• AVAILABLE DATA:
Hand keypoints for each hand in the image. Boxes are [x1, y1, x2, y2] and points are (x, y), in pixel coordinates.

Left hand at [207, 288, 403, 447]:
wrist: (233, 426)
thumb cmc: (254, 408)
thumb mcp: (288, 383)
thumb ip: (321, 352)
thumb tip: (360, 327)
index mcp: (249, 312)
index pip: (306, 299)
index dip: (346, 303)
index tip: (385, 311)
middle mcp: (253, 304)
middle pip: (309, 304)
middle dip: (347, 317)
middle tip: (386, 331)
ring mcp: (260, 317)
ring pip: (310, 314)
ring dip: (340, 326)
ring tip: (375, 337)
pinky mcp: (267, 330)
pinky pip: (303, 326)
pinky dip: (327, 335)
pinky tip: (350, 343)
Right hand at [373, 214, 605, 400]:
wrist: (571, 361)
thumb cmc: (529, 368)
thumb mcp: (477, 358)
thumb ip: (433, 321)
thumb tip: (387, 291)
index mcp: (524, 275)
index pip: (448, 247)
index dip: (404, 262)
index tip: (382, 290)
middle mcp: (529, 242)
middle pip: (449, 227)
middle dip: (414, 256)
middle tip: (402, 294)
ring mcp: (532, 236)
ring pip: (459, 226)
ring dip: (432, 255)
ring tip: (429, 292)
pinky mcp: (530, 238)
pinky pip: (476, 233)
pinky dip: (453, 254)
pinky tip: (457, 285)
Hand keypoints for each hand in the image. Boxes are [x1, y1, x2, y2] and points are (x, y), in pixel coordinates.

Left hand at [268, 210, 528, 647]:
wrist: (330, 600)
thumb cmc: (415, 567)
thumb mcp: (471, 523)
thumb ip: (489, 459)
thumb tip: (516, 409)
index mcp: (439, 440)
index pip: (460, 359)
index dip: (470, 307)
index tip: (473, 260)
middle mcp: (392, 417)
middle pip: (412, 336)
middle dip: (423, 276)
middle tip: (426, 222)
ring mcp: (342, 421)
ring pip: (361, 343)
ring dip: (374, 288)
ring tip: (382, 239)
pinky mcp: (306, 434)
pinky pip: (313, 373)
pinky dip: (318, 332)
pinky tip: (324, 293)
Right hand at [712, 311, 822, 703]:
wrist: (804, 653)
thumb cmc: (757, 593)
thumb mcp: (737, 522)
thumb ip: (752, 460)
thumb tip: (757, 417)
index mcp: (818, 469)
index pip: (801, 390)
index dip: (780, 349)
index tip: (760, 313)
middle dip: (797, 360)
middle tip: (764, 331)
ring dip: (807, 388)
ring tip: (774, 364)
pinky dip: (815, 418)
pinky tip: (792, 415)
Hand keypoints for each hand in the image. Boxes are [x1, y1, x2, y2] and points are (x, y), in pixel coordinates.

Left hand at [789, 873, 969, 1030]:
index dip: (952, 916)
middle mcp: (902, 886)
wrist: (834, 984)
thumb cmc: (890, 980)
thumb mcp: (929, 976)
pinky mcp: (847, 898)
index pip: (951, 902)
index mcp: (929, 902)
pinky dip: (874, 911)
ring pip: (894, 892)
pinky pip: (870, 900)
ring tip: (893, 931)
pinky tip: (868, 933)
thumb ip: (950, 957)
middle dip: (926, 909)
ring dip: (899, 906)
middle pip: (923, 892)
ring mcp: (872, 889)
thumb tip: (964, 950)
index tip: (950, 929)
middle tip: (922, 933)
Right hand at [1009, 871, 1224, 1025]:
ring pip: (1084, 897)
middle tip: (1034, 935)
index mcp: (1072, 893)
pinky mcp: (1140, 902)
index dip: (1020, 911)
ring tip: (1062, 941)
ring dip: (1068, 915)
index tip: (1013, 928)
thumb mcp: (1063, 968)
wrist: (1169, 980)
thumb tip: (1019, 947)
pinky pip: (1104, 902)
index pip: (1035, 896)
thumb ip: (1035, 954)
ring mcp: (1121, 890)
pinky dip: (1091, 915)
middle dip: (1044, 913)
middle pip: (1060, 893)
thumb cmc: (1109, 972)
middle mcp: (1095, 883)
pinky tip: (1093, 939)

• EXERCISE:
Reproduce each entry above. Every word must match.

• YOUR RESPONSE:
Hand keypoints for each hand in the image. Boxes are [x1, y1, x2, y2] and points are (x, y), in pixel coordinates.

Left hand at [207, 288, 403, 447]:
wrist: (233, 426)
thumb cmc: (254, 408)
thumb mcp: (288, 383)
thumb ip: (321, 352)
thumb tip: (360, 327)
index mcp: (249, 312)
index pip: (306, 299)
index dip: (346, 303)
index tip: (385, 311)
middle mcp: (253, 304)
middle pip: (309, 304)
middle dip: (347, 317)
middle tip: (386, 331)
ring mcp: (260, 317)
ring pip: (310, 314)
ring dip: (340, 326)
ring tip: (375, 337)
pinky mcp: (267, 330)
pinky pip: (303, 326)
pinky dip: (327, 335)
pinky tip: (350, 343)
Right hand at [373, 214, 605, 400]:
wrist: (571, 361)
thumb cmc: (529, 368)
thumb mcp: (477, 358)
thumb ip: (433, 321)
thumb tip: (387, 291)
index mcp: (524, 275)
index pip: (448, 247)
index dip: (404, 262)
index tip: (382, 290)
middle mcp: (529, 242)
middle pip: (449, 227)
middle dip: (414, 256)
middle tip: (402, 294)
ring mcp: (532, 236)
ring pip: (459, 226)
ring dip: (432, 255)
ring tip: (429, 292)
pinky mcp: (530, 238)
pinky pip: (476, 233)
pinky dip: (453, 254)
pinky tip: (457, 285)
Hand keypoints for each hand in the image. Boxes are [x1, y1, x2, y2] and points are (x, y), in pixel coordinates.

Left hand at [268, 210, 528, 647]:
wrist: (330, 600)
thumb cmc: (415, 567)
thumb mcp: (471, 523)
thumb ip: (489, 459)
thumb tip: (516, 409)
index mcp: (439, 440)
index pip: (460, 359)
index dip: (470, 307)
index tip: (473, 260)
middle mcp: (392, 417)
middle pip: (412, 336)
middle dip: (423, 276)
middle tip: (426, 222)
ring mcp: (342, 421)
ring pip: (361, 343)
ring dip: (374, 288)
ring tip: (382, 239)
pinky mcp: (306, 434)
pinky pip: (313, 373)
pinky dip: (318, 332)
pinky tip: (324, 293)
Right hand at [712, 311, 822, 703]:
wrist: (804, 653)
thumb cmc: (757, 593)
thumb mcp: (737, 522)
thumb ip: (752, 460)
thumb tip: (757, 417)
index mcp: (818, 469)
index pip: (801, 390)
index dip: (780, 349)
index tip: (760, 313)
middle dip: (797, 360)
middle tip: (764, 331)
ring dip: (807, 388)
ring tip: (774, 364)
pinky dip: (815, 418)
pinky tip: (792, 415)
Hand keypoints for each hand in the image. Boxes are [x1, y1, x2, y2] and points are (x, y), in pixel coordinates.

Left hand at [789, 873, 969, 1030]:
index dip: (952, 916)
middle mcp: (902, 886)
wrist: (834, 984)
thumb cmc: (890, 980)
thumb mcp: (929, 976)
pinky mcp: (847, 898)
index pip: (951, 902)
index mcp: (929, 902)
pinky dip: (874, 911)
ring pip: (894, 892)
pinky pip: (870, 900)
ring tip: (893, 931)
pinky tip: (868, 933)
thumb ip: (950, 957)
middle dip: (926, 909)
ring dip: (899, 906)
middle pip: (923, 892)
ring mcp: (872, 889)
thumb tip: (964, 950)
index tip: (950, 929)
middle tip: (922, 933)
Right hand at [1009, 871, 1224, 1025]:
ring pip: (1084, 897)
middle tip: (1034, 935)
index mcp: (1072, 893)
pinky mcp: (1140, 902)
index dip: (1020, 911)
ring tip: (1062, 941)
ring dip: (1068, 915)
index tip: (1013, 928)
thumb mcp: (1063, 968)
wrist: (1169, 980)
thumb tip: (1019, 947)
pinky pip: (1104, 902)
index pip: (1035, 896)
thumb ip: (1035, 954)
ring mcp: (1121, 890)
pinky dip: (1091, 915)
middle dip: (1044, 913)
middle pip: (1060, 893)
thumb cmc: (1109, 972)
middle mcp: (1095, 883)
pinky tip: (1093, 939)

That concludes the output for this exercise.